Task statement: A single number is expected: the count of lines below where the word "حارة" occurs.

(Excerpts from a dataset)
══════════
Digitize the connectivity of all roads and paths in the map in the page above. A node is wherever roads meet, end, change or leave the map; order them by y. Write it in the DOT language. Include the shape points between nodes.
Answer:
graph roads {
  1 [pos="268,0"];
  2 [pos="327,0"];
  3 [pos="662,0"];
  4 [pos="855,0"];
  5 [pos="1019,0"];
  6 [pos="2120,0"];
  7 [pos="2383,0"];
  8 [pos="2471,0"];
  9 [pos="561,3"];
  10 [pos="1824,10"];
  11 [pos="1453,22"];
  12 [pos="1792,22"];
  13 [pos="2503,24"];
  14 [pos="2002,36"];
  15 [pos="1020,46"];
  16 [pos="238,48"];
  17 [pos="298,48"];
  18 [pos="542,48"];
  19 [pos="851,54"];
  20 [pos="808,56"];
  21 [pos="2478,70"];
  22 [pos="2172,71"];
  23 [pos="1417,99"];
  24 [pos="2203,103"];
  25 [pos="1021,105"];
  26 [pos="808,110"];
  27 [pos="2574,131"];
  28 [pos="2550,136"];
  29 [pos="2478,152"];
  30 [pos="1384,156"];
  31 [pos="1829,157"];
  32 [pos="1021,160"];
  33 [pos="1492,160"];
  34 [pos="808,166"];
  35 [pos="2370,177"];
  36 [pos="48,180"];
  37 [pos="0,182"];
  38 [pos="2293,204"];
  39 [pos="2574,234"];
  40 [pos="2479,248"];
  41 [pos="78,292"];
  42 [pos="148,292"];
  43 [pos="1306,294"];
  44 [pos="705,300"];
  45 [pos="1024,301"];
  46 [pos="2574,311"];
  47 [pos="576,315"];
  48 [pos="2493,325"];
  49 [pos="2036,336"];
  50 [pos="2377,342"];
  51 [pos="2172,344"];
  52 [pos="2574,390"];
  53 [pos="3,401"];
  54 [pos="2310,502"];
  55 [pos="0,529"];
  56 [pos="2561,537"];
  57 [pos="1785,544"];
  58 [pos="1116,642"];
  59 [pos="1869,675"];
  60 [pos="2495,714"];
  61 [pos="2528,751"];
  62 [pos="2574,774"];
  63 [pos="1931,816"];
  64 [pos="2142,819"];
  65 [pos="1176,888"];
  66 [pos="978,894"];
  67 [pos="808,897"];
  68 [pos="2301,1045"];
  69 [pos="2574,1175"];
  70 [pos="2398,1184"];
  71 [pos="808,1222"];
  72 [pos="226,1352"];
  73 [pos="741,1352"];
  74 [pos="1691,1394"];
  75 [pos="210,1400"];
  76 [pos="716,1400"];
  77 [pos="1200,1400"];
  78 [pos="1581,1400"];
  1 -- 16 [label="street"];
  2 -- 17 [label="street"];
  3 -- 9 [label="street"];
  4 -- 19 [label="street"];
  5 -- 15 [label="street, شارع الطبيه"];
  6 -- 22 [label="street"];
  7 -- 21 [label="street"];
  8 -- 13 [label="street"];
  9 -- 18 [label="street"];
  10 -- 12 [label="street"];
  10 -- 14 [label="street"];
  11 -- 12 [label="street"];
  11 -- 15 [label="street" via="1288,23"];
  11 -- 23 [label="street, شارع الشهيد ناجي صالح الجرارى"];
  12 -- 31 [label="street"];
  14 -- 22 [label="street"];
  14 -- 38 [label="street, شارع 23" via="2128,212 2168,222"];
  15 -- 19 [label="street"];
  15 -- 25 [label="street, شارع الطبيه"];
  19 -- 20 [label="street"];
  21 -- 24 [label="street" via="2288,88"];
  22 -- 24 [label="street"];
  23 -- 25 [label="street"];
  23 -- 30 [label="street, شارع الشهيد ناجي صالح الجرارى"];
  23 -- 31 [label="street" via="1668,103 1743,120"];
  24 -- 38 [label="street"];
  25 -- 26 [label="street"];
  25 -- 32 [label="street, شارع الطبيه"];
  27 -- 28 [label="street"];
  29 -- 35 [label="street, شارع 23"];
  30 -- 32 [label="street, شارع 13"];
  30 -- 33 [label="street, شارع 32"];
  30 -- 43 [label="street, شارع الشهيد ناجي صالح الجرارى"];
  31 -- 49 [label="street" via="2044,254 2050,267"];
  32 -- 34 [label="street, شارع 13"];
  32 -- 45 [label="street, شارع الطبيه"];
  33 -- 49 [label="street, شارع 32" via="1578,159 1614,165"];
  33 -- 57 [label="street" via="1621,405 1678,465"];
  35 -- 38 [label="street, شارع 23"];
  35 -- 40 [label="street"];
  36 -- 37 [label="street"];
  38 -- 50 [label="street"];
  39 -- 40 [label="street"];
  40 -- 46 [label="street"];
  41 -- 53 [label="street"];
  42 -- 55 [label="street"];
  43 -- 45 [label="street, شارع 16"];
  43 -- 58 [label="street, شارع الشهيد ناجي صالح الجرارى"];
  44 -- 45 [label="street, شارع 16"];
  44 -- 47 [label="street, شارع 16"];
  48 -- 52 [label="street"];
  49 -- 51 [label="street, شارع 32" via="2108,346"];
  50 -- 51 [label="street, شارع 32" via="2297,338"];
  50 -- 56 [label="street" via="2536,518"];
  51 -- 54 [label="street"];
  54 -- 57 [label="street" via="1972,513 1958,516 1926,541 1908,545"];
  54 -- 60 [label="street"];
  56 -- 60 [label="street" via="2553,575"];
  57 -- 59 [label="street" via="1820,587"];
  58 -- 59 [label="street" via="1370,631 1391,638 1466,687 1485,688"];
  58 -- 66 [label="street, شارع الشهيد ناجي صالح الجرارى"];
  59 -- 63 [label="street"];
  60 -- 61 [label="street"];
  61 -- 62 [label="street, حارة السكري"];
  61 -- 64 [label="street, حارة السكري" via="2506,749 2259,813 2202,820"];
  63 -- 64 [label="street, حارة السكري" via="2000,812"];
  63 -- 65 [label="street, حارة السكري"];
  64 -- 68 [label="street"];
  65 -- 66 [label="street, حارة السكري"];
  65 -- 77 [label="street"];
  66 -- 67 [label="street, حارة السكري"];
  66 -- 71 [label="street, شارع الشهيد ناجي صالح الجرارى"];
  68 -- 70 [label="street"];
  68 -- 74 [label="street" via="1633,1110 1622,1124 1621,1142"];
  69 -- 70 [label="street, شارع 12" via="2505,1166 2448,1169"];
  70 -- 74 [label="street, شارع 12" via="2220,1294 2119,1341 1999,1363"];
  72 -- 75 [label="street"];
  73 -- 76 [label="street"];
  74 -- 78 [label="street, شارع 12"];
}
══════════
Response: 6